The Spectacular Scarlet Spider is a short-lived comic book series starring Ben Reilly as the Scarlet Spider. The series was published by Marvel Comics for four issues in November and December 1995 in between The Spectacular Spider-Man issues 229 and 230. During this time, all four primary Spider-Man series and his quarterly series were paused and briefly replaced by Scarlet Spider counterparts; the others being Web of Scarlet Spider, The Amazing Scarlet Spider, Scarlet Spider, and Scarlet Spider Unlimited.

The five series were instituted as part of the Clone Saga after when Peter Parker gave up being Spider-Man to retire with his pregnant wife Mary Jane, and the Scarlet Spider took on his duties. Spectacular (along with Amazing, Spider-Man and Unlimited) returned to its old name and numbering when Ben Reilly left the Scarlet Spider identity behind and took on the Spider-Man name for himself.

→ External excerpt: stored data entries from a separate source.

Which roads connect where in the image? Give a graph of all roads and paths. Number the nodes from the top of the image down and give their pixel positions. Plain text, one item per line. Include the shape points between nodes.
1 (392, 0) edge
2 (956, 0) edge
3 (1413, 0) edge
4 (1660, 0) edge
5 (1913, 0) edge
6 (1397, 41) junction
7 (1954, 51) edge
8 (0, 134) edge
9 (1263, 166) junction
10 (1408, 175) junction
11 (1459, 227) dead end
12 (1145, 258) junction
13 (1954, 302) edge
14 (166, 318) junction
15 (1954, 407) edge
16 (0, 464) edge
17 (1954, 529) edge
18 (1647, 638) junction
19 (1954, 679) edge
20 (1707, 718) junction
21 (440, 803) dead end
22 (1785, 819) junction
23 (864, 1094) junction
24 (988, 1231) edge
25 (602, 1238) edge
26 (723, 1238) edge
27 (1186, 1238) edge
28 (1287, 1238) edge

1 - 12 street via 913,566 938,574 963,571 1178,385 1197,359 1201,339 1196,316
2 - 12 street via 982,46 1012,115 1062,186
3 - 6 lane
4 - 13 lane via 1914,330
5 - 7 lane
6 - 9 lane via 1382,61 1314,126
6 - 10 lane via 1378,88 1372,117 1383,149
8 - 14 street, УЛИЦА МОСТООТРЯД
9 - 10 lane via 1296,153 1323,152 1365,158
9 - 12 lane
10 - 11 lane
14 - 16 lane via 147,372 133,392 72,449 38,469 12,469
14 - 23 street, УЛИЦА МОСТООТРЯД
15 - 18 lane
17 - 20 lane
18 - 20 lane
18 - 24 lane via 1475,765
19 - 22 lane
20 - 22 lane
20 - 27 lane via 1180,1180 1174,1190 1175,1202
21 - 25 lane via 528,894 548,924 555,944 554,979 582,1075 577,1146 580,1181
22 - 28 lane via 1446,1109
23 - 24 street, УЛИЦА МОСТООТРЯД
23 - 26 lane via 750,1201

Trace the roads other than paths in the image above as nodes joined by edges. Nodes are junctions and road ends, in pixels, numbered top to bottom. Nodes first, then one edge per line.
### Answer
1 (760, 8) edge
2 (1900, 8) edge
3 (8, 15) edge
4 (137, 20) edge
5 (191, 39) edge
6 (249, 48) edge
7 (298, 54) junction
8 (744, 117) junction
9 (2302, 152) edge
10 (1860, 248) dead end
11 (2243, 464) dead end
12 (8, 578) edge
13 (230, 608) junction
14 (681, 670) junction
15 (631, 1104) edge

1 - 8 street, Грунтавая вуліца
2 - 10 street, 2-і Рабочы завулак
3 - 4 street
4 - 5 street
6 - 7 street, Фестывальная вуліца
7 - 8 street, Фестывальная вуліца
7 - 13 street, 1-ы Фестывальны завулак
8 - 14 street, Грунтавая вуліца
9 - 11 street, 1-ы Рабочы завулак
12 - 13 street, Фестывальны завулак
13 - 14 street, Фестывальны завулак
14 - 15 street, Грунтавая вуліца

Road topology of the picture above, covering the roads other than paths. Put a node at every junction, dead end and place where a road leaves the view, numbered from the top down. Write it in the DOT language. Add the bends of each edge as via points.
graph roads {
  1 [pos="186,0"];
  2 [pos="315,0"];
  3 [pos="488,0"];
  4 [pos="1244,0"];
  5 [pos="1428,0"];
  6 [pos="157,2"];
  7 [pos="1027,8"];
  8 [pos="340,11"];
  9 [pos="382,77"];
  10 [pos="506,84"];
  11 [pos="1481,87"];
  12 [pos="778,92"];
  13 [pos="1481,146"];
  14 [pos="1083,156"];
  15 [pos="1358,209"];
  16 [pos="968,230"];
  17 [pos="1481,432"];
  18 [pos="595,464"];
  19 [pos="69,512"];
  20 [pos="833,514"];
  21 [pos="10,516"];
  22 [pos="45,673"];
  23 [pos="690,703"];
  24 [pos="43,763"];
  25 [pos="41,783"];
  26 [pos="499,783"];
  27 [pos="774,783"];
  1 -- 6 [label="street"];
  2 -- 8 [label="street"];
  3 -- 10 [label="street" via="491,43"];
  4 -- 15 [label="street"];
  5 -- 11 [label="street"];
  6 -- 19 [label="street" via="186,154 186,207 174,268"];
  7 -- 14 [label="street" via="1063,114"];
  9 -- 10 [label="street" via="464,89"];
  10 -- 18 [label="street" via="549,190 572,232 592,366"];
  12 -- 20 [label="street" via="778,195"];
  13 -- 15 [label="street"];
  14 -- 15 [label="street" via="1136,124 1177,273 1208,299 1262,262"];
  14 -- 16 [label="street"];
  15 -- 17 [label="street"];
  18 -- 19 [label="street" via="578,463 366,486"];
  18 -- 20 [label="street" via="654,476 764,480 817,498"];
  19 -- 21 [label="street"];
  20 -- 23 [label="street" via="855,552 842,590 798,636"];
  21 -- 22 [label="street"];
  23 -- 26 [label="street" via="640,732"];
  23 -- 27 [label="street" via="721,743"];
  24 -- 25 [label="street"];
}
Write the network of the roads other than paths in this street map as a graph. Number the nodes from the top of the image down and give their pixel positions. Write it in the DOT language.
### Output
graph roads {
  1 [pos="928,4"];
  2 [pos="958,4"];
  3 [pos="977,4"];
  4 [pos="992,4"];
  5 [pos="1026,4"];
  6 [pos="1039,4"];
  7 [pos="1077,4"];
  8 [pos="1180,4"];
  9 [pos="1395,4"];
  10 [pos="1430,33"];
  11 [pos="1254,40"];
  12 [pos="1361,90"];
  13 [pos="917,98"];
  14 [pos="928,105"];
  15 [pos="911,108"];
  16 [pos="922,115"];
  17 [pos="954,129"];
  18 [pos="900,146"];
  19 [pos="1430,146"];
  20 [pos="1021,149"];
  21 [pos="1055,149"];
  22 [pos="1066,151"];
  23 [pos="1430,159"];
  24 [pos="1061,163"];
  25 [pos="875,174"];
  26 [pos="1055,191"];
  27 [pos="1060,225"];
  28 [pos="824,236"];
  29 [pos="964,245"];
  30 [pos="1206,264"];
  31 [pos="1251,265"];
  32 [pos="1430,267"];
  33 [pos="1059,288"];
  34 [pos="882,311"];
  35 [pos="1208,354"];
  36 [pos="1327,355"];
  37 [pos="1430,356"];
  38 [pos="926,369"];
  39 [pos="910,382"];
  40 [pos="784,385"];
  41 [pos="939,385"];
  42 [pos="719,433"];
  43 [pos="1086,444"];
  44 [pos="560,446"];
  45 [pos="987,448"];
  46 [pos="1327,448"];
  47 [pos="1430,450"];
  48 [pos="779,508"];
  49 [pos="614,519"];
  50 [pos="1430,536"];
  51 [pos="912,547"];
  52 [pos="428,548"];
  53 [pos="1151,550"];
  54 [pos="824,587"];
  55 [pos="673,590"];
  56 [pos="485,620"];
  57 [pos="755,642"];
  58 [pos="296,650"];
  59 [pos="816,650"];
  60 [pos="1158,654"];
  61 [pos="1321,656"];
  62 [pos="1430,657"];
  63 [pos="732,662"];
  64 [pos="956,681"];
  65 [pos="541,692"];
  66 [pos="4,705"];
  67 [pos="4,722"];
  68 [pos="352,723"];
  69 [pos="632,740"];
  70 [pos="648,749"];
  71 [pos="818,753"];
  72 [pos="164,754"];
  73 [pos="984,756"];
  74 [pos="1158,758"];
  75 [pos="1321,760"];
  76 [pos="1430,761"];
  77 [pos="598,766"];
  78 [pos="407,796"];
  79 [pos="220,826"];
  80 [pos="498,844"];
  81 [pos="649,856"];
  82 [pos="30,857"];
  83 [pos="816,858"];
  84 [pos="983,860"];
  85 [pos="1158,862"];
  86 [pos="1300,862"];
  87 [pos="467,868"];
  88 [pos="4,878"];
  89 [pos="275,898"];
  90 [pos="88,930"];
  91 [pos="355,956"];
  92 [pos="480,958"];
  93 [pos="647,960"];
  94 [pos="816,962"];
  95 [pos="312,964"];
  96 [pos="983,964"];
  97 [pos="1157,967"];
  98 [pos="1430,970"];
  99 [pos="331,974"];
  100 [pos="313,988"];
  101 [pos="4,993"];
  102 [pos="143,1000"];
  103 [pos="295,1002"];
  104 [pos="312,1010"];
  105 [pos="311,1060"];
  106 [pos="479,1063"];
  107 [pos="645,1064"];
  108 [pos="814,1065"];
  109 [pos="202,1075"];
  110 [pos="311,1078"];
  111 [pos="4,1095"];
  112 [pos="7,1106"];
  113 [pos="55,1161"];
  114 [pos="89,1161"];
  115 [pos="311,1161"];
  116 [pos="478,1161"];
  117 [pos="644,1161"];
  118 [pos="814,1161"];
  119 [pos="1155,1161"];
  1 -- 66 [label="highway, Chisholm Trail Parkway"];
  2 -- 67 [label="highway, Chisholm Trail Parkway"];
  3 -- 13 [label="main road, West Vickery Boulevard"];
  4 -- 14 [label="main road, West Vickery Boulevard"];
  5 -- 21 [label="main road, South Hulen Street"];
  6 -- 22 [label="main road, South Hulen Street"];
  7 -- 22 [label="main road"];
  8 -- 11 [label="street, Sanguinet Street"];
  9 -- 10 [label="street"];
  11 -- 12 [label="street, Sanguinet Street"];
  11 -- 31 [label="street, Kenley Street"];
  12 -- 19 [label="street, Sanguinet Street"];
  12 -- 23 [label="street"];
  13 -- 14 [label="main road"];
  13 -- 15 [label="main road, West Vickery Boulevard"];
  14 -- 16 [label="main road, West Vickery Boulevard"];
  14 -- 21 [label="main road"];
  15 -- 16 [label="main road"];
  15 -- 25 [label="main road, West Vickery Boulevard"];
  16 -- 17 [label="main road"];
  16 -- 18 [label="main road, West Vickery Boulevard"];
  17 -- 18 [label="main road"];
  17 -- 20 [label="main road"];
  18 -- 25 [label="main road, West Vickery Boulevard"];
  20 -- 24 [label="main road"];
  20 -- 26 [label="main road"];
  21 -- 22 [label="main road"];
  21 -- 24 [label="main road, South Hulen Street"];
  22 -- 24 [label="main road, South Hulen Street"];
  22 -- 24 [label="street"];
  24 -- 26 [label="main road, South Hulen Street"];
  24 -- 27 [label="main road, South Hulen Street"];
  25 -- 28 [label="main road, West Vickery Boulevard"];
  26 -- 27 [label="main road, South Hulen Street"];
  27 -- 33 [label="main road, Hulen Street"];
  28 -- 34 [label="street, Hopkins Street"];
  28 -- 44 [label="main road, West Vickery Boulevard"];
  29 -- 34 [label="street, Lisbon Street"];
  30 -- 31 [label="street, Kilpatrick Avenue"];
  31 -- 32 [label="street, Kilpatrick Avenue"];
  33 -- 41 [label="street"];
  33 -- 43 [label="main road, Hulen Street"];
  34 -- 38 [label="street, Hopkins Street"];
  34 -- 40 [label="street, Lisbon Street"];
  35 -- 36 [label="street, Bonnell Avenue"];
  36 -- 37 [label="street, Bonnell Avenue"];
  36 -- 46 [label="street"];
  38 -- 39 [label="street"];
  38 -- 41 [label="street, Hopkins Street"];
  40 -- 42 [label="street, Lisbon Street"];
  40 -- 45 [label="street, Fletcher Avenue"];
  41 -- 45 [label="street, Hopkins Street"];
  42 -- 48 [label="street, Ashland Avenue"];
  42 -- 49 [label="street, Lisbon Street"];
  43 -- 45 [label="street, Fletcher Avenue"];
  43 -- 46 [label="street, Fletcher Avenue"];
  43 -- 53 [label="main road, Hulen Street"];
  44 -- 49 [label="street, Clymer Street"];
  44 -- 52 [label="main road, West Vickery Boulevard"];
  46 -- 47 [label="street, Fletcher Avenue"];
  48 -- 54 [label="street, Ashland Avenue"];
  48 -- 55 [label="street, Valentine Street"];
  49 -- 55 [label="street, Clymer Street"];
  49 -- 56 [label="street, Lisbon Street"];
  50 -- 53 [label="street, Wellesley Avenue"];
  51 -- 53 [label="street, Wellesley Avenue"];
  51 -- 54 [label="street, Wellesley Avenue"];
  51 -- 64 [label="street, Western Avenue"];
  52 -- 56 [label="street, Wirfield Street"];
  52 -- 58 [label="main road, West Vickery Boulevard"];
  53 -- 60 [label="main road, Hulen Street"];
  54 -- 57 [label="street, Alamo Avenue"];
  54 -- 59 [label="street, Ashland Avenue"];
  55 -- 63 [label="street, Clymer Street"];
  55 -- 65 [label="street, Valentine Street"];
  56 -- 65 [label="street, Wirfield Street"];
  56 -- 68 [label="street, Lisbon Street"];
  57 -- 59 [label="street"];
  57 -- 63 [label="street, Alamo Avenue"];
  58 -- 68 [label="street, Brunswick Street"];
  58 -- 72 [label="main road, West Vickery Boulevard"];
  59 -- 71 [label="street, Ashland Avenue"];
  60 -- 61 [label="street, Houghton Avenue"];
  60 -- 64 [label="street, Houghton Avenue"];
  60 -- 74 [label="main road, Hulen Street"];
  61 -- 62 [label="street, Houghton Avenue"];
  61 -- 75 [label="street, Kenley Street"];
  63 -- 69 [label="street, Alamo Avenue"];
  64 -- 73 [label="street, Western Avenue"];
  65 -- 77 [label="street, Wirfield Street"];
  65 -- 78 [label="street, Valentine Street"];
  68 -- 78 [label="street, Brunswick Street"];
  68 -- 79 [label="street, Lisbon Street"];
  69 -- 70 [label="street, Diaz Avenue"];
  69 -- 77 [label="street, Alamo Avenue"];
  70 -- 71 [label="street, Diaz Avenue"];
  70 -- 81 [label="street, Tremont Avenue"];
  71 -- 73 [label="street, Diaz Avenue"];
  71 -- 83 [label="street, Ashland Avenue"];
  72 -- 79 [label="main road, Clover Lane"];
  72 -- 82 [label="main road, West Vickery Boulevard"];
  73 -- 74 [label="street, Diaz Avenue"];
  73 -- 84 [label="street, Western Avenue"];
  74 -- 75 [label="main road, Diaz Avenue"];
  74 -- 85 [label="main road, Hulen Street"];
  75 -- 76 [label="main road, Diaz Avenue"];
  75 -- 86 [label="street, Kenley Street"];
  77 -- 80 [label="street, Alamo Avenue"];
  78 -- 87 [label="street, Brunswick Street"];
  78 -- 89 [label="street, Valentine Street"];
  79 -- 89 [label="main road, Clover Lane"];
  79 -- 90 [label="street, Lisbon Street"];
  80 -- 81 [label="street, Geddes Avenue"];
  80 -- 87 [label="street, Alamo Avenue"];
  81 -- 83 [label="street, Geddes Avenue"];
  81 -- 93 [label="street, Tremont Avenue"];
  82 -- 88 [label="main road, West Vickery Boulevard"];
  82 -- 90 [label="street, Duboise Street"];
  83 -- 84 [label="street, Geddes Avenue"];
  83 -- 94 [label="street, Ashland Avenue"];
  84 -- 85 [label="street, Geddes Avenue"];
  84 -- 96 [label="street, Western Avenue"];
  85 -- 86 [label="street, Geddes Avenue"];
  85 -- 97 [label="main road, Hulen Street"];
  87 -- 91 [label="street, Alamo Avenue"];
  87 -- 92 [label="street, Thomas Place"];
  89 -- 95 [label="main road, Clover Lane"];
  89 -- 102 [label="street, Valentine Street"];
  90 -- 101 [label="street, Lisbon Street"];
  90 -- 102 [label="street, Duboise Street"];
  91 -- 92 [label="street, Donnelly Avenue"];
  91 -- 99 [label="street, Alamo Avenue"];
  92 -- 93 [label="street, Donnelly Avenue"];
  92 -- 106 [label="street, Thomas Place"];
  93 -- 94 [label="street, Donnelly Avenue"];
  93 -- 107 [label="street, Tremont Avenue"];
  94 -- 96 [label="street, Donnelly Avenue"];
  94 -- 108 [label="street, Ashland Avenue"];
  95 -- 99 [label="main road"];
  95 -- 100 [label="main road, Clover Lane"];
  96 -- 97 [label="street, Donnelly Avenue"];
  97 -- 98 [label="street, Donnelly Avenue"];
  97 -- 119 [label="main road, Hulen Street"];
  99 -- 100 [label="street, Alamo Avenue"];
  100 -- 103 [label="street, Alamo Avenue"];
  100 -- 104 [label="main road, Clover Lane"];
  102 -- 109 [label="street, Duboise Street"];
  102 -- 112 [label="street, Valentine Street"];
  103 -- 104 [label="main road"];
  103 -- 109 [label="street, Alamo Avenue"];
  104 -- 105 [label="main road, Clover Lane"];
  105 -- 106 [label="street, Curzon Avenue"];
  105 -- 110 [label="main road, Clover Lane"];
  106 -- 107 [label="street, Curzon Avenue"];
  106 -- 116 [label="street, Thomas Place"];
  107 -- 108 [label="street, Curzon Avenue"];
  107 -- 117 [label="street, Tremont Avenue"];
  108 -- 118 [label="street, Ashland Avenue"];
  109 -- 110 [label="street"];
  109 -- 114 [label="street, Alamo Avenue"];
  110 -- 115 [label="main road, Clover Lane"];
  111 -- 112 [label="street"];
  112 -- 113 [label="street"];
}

The Scarlet Spider books were direct continuations, in terms of creative teams and story lines, of their Spider-Man counterparts. They were effectively temporary renamings of their counterparts, other than not being incorporated into their issue numbering. The writer of the two issues was Todd DeZago and the penciller was Sal Buscema.

The first issue is notable for being the first appearance of Override.

Both issues are collected in Spider-Man: The Complete Ben Reilly Epic Book 1.